- [Work request] Copy each line of the records that contains the word "Sylvester".

- [Recorded information]
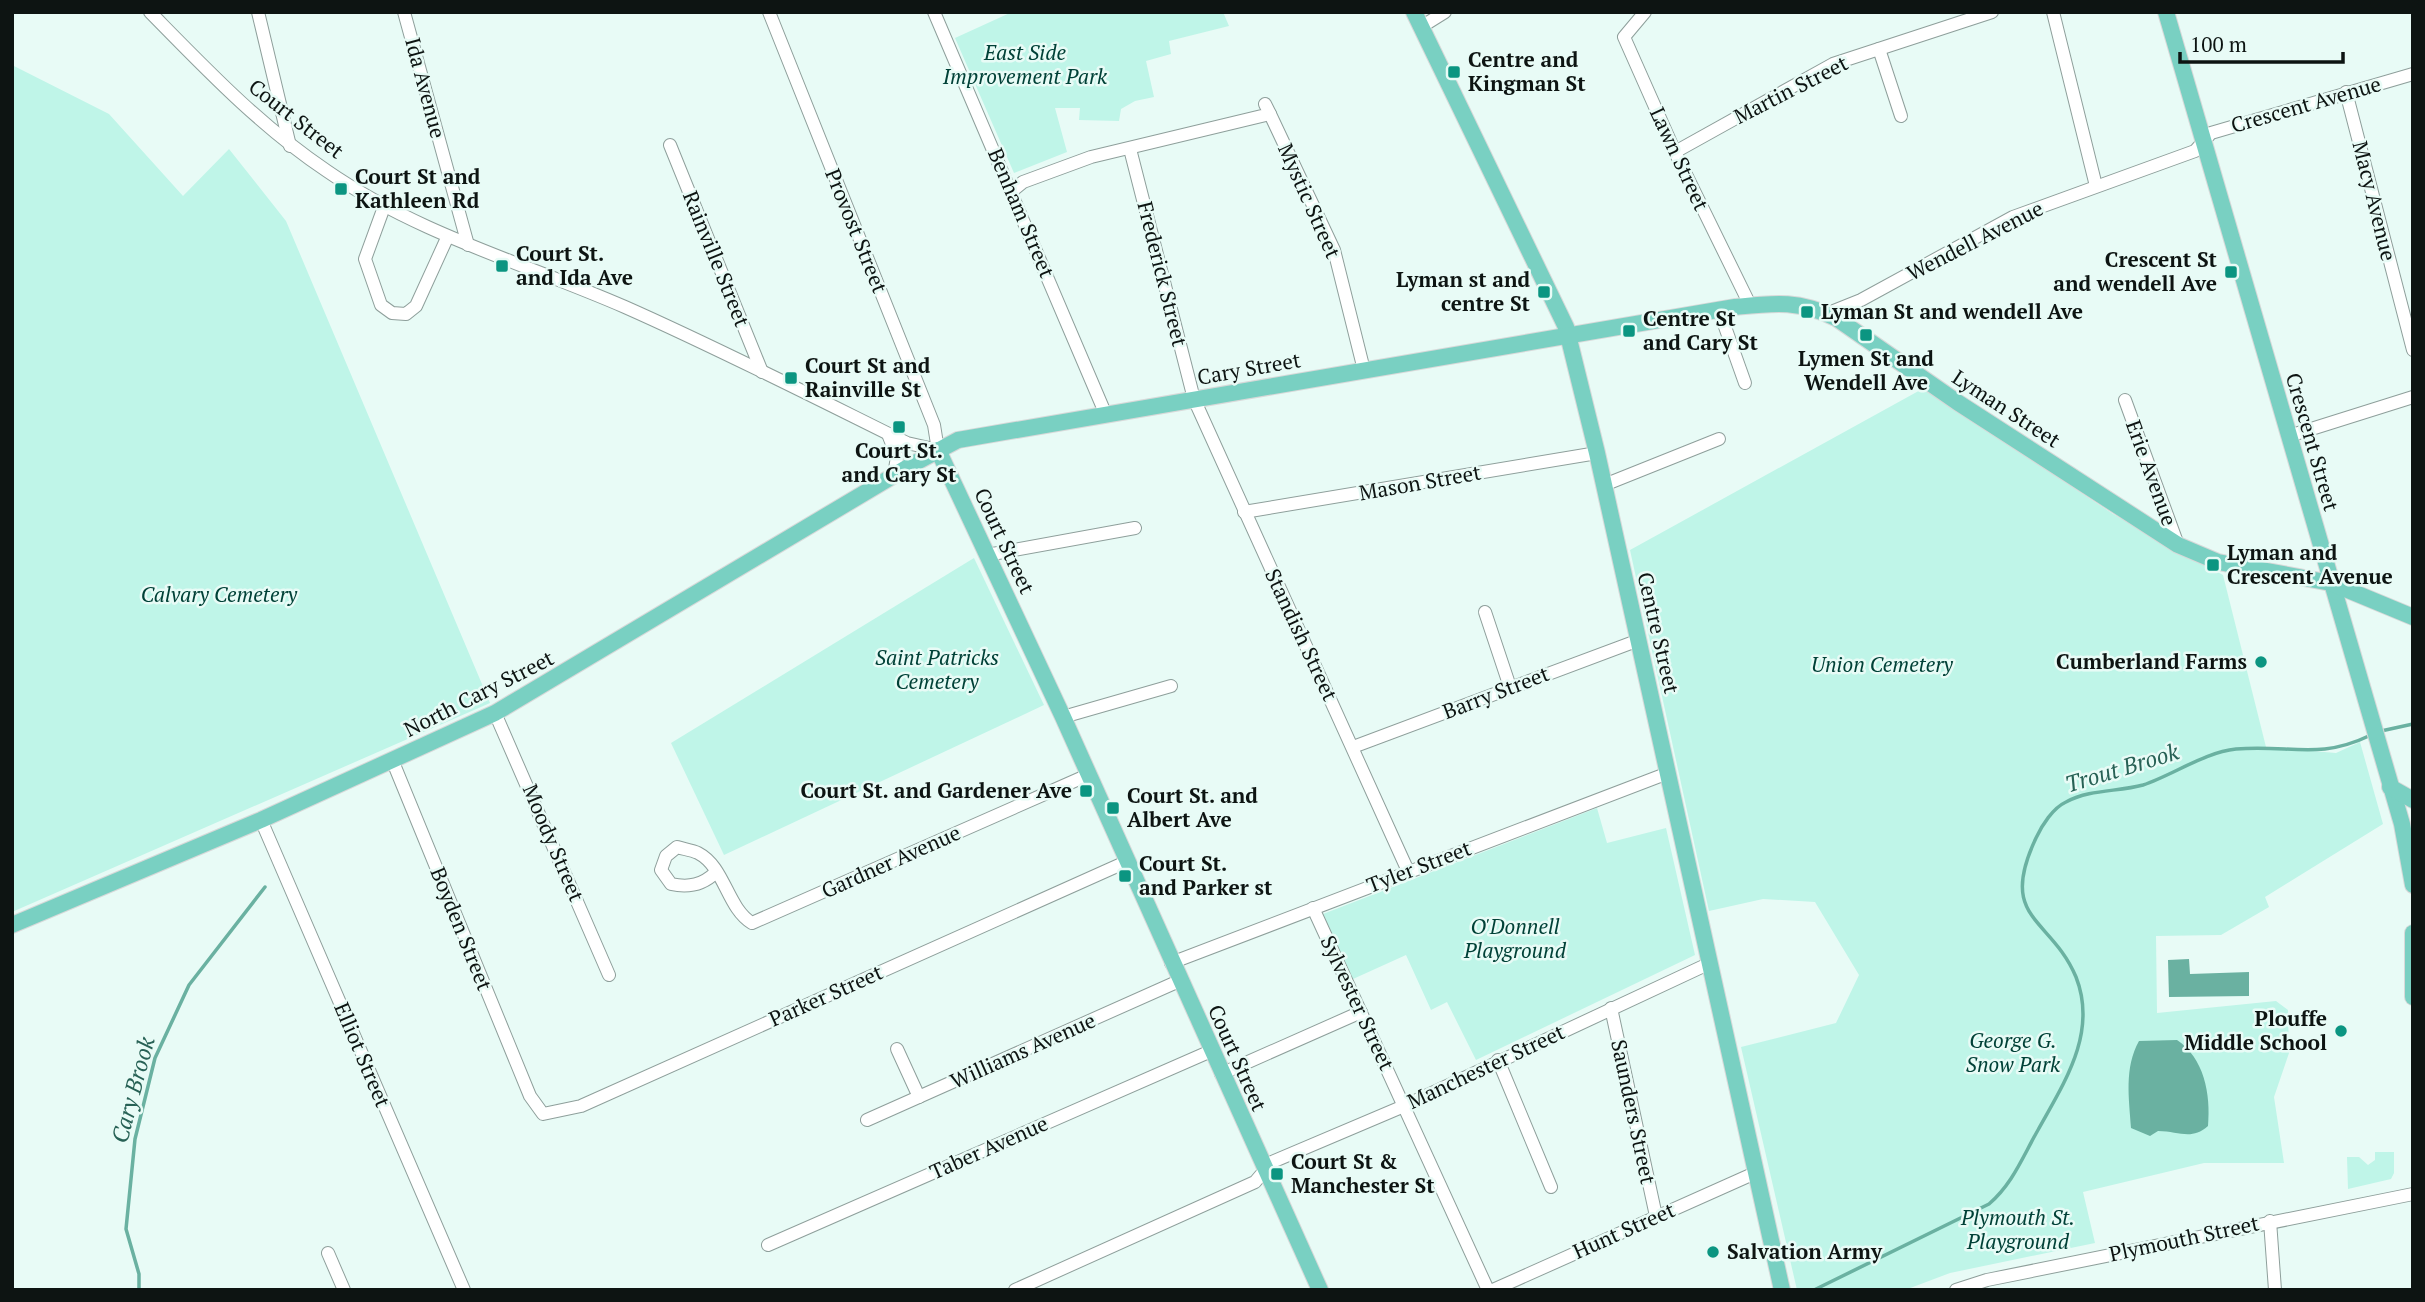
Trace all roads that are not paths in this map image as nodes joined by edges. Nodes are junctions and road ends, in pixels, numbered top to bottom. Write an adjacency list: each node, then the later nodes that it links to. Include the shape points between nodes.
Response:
1 (150, 12): 18 (street, Court Street, via 233,98)
2 (258, 12): 18 (street)
3 (404, 12): 25 (street, Ida Avenue)
4 (769, 12): 41 (street, Provost Street, via 934,425)
5 (934, 12): 22 (street, Benham Street)
6 (1445, 12): 11 (street)
7 (1992, 12): 12 (street, Martin Street)
8 (2053, 12): 21 (street)
9 (2166, 12): 16 (main road, Crescent Street)
10 (1643, 13): 20 (street, Lawn Street, via 1624,37)
11 (1418, 20): 29 (main road, Centre Street)
12 (1879, 49): 15 (street); 20 (street, Martin Street, via 1833,64)
13 (2413, 74): 14 (street, Crescent Avenue)
14 (2346, 92): 16 (street, Crescent Avenue, via 2211,133); 30 (street, Macy Avenue)
15 (1901, 116)
16 (2204, 142): 21 (street, Wendell Avenue, via 2195,151); 39 (main road, Crescent Street)
17 (670, 145): 32 (street, Rainville Street)
18 (290, 146): 23 (street, Court Street)
19 (1130, 149): 22 (street, via 1091,157 1023,182); 31 (street, Mystic Street, via 1267,109 1334,250); 35 (street, Frederick Street)
20 (1675, 152): 26 (street, Lawn Street)
21 (2096, 186): 28 (street, Wendell Avenue, via 2013,217 1861,300)
22 (1012, 191): 37 (street, Benham Street)
23 (384, 207): 24 (street, Court Street); 24 (street, via 365,259 381,305 392,313 406,314 416,306)
24 (447, 238): 25 (street, Court Street)
25 (468, 245): 32 (street, Court Street, via 625,307)
26 (1750, 305): 27 (main road, Lyman Street); 28 (main road, Lyman Street, via 1792,303)
27 (1719, 310): 29 (main road, Lyman Street); 33 (street)
28 (1826, 314): 47 (main road, Lyman Street)
29 (1568, 336): 31 (main road, Cary Street); 42 (main road, Centre Street)
30 (2413, 350)
31 (1364, 370): 35 (main road, Cary Street)
32 (762, 372): 38 (street, Court Street)
33 (1745, 383)
34 (2413, 397): 39 (street)
35 (1194, 399): 37 (main road, Cary Street); 45 (street, Standish Street)
36 (2124, 400): 47 (street, Erie Avenue)
37 (1106, 415): 41 (main road, Cary Street, via 968,438)
38 (888, 434): 41 (street, Court Street); 43 (street, via 897,454)
39 (2289, 436): 49 (main road, Crescent Street)
40 (1718, 439): 44 (street)
41 (938, 450): 43 (main road, North Cary Street); 48 (main road, Court Street)
42 (1597, 453): 44 (main road, Centre Street); 45 (street, Mason Street)
43 (894, 475): 55 (main road, North Cary Street)
44 (1604, 485): 52 (main road, Centre Street)
45 (1244, 512): 57 (street, Standish Street)
46 (1135, 527): 48 (street)
47 (2178, 545): 49 (main road, Lyman Street, via 2225,564)
48 (986, 555): 56 (main road, Court Street)
49 (2331, 583): 51 (main road, Lyman Street); 61 (main road, Crescent Street)
50 (1485, 612): 54 (street)
51 (2413, 617)
52 (1639, 640): 54 (street, Barry Street); 59 (main road, Centre Street)
53 (1171, 686): 56 (street)
54 (1510, 687): 57 (street, Barry Street)
55 (495, 713): 58 (main road, North Cary Street); 74 (street, Moody Street)
56 (1063, 717): 60 (main road, Court Street)
57 (1353, 747): 66 (street, Standish Street)
58 (393, 762): 63 (main road, North Cary Street); 83 (street, Boyden Street)
59 (1668, 773): 66 (street, Tyler Street); 73 (main road, Centre Street)
60 (1088, 775): 65 (main road, Court Street); 67 (street, Gardner Avenue, via 752,923 741,916)
61 (2390, 787): 62 (main road); 64 (main road, Crescent Street)
62 (2413, 800)
63 (261, 820): 70 (main road, North Cary Street); 96 (street, Elliot Street)
64 (2409, 830): 68 (main road, Crescent Street)
65 (1126, 862): 72 (main road, Court Street); 83 (street, Parker Street, via 581,1106 543,1114)
66 (1408, 871): 69 (street, Tyler Street)
67 (716, 872)
68 (2413, 885)
69 (1313, 908): 72 (street, Tyler Street); 78 (street, Sylvester Street)
70 (12, 925)
71 (2413, 933): 76 (main road)
72 (1171, 963): 75 (main road, Court Street)
73 (1708, 964): 77 (street, Manchester Street); 88 (main road, Centre Street)
74 (610, 975)
75 (1179, 981): 80 (main road, Court Street); 84 (street, Williams Avenue)
76 (2413, 997)
77 (1611, 1008): 81 (street, Manchester Street); 91 (street, Saunders Street)
78 (1361, 1012): 82 (street); 85 (street, Sylvester Street)
79 (897, 1049): 84 (street)
80 (1210, 1051): 82 (main road, Court Street); 93 (street, Taber Avenue)
81 (1498, 1060): 85 (street, Manchester Street); 89 (street)
82 (1221, 1074): 87 (main road, Court Street)
83 (530, 1096)
84 (919, 1097): 86 (street, Williams Avenue)
85 (1404, 1106): 87 (street, Manchester Street, via 1272,1162); 99 (street, Sylvester Street)
86 (867, 1120)
87 (1265, 1171): 97 (street, Manchester Street, via 1255,1182); 98 (main road, Court Street)
88 (1755, 1173): 91 (street, Hunt Street); 100 (main road, Centre Street)
89 (1551, 1187)
90 (2413, 1194): 92 (street, Plymouth Street)
91 (1656, 1216): 99 (street, Hunt Street)
92 (2270, 1221): 101 (street, Plymouth Street); 102 (street)
93 (768, 1245)
94 (328, 1253): 95 (street)
95 (344, 1290)
96 (464, 1290)
97 (1016, 1290)
98 (1320, 1290)
99 (1491, 1290)
100 (1782, 1290)
101 (1956, 1290)
102 (2275, 1290)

- [Solution below]
69 (1313, 908): 72 (street, Tyler Street); 78 (street, Sylvester Street)
78 (1361, 1012): 82 (street); 85 (street, Sylvester Street)
85 (1404, 1106): 87 (street, Manchester Street, via 1272,1162); 99 (street, Sylvester Street)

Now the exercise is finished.